## Source records:
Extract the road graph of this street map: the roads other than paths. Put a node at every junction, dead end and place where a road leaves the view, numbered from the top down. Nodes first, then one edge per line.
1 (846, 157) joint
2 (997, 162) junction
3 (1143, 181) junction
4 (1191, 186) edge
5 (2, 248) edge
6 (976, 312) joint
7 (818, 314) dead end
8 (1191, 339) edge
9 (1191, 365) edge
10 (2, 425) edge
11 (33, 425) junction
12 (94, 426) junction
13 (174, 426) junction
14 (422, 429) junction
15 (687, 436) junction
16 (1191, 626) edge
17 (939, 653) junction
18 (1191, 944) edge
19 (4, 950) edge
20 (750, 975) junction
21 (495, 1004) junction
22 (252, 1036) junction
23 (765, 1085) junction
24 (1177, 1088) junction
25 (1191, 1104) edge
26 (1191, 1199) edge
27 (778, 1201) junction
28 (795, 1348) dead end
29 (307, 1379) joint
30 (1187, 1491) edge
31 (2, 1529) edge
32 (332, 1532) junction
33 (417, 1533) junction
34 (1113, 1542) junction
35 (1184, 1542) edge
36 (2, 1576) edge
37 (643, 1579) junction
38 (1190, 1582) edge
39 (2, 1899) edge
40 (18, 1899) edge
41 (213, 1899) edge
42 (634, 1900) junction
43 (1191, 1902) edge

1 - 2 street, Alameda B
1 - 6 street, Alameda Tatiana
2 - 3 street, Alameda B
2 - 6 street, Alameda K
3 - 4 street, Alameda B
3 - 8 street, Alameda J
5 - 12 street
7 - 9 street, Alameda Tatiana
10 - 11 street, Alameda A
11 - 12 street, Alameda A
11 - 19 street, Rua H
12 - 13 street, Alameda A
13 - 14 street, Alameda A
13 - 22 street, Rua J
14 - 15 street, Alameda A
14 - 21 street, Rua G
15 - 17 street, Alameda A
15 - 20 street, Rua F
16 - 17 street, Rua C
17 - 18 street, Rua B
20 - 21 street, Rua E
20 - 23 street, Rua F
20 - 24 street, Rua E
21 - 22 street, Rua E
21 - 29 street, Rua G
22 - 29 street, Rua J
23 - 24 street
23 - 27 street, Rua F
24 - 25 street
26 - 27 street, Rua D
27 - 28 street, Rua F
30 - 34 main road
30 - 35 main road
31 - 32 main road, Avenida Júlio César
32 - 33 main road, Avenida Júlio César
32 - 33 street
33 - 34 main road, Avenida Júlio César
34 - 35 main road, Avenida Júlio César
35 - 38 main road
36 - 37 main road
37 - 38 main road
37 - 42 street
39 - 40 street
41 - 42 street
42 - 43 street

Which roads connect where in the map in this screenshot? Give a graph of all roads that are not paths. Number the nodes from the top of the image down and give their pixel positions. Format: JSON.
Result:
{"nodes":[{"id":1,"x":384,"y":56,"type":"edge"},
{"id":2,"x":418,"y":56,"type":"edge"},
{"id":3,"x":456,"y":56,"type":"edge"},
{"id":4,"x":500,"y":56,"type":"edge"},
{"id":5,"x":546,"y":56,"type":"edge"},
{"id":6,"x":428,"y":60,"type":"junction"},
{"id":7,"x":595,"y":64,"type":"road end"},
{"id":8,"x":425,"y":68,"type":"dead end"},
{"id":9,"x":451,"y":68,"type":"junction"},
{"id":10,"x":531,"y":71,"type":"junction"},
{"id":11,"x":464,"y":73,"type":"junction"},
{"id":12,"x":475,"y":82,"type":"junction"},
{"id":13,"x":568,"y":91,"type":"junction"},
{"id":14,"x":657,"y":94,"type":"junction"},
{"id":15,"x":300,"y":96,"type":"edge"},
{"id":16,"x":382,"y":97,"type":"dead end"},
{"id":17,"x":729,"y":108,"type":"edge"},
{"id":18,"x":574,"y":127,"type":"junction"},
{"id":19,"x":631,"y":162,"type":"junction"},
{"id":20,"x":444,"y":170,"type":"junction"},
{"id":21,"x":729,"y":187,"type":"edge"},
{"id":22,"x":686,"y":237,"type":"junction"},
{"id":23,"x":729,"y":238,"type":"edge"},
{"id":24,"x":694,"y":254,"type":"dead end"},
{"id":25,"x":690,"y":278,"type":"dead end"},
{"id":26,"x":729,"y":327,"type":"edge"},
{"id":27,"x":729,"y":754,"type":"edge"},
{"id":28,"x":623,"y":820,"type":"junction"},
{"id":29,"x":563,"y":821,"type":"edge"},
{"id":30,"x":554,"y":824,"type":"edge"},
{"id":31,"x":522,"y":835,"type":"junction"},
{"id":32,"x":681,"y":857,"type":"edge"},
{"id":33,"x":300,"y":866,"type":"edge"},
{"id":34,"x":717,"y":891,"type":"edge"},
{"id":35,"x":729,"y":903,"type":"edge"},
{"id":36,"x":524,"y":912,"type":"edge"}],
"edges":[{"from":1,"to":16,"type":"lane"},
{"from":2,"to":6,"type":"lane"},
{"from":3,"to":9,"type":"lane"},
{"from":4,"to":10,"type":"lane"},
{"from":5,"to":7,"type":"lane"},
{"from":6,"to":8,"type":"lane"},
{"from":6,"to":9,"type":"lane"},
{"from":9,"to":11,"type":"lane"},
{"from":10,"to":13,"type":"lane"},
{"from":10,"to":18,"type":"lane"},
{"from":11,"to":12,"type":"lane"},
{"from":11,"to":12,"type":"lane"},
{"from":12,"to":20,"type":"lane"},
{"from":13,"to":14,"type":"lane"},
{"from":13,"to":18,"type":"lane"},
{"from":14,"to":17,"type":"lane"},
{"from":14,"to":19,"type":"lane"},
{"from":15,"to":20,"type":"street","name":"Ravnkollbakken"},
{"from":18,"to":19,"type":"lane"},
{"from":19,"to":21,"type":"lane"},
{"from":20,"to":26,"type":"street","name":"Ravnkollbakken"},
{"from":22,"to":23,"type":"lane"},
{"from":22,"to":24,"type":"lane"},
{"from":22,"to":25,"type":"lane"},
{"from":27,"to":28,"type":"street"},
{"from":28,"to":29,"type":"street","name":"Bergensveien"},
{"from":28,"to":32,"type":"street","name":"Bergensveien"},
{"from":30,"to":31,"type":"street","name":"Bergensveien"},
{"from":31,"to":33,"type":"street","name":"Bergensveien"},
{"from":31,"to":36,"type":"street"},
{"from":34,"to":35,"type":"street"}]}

## Brief:
Only lines that include "Tatiana" belong in the answer; return them from the entries above.

## Solution to this problem:
1 - 6 street, Alameda Tatiana
7 - 9 street, Alameda Tatiana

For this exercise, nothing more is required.